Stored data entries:

((

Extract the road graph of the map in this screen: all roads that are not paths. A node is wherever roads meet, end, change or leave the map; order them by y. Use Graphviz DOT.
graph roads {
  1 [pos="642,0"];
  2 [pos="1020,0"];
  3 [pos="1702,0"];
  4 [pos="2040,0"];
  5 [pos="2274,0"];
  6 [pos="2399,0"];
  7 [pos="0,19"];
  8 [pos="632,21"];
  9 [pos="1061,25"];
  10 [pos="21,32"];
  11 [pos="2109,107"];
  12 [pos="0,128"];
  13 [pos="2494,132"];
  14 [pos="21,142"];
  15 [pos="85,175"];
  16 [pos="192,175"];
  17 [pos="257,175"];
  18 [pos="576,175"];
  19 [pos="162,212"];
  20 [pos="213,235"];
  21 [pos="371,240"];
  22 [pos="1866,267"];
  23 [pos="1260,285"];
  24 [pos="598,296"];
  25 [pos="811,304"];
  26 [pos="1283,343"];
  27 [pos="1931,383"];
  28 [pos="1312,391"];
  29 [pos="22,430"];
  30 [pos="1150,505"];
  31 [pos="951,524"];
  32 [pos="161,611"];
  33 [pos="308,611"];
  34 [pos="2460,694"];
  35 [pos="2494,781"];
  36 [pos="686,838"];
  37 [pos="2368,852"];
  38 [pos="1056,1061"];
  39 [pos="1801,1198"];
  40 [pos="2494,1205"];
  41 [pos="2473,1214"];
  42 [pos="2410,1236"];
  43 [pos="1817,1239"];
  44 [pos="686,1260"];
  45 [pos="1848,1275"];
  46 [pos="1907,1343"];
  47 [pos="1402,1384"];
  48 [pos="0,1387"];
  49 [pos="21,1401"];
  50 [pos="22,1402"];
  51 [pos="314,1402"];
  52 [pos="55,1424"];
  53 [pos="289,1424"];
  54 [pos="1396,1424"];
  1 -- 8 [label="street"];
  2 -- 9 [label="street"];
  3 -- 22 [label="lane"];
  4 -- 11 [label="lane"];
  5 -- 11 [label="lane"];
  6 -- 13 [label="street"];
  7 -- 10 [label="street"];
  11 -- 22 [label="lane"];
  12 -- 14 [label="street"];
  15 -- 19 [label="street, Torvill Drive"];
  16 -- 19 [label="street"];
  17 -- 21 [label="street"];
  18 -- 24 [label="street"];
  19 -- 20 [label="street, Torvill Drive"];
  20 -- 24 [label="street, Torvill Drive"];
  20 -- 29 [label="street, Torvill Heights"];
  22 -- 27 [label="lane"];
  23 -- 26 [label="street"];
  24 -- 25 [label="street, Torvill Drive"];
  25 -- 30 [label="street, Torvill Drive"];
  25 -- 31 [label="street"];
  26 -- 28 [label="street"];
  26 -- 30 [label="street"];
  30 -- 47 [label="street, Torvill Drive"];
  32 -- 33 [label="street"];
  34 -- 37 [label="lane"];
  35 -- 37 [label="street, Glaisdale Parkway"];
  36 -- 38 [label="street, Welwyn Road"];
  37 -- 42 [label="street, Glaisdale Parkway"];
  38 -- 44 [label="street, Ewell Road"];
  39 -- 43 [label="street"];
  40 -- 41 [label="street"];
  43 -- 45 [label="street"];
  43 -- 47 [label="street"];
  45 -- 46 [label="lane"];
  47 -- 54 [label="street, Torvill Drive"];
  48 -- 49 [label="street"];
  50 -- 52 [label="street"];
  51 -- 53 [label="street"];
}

))

▶ **ACTION ITEM**
What lines in the data above carry "graph"? Return them all.

▶ **ANSWER SECTION**
Extract the road graph of the map in this screen: all roads that are not paths. A node is wherever roads meet, end, change or leave the map; order them by y. Use Graphviz DOT.
graph roads {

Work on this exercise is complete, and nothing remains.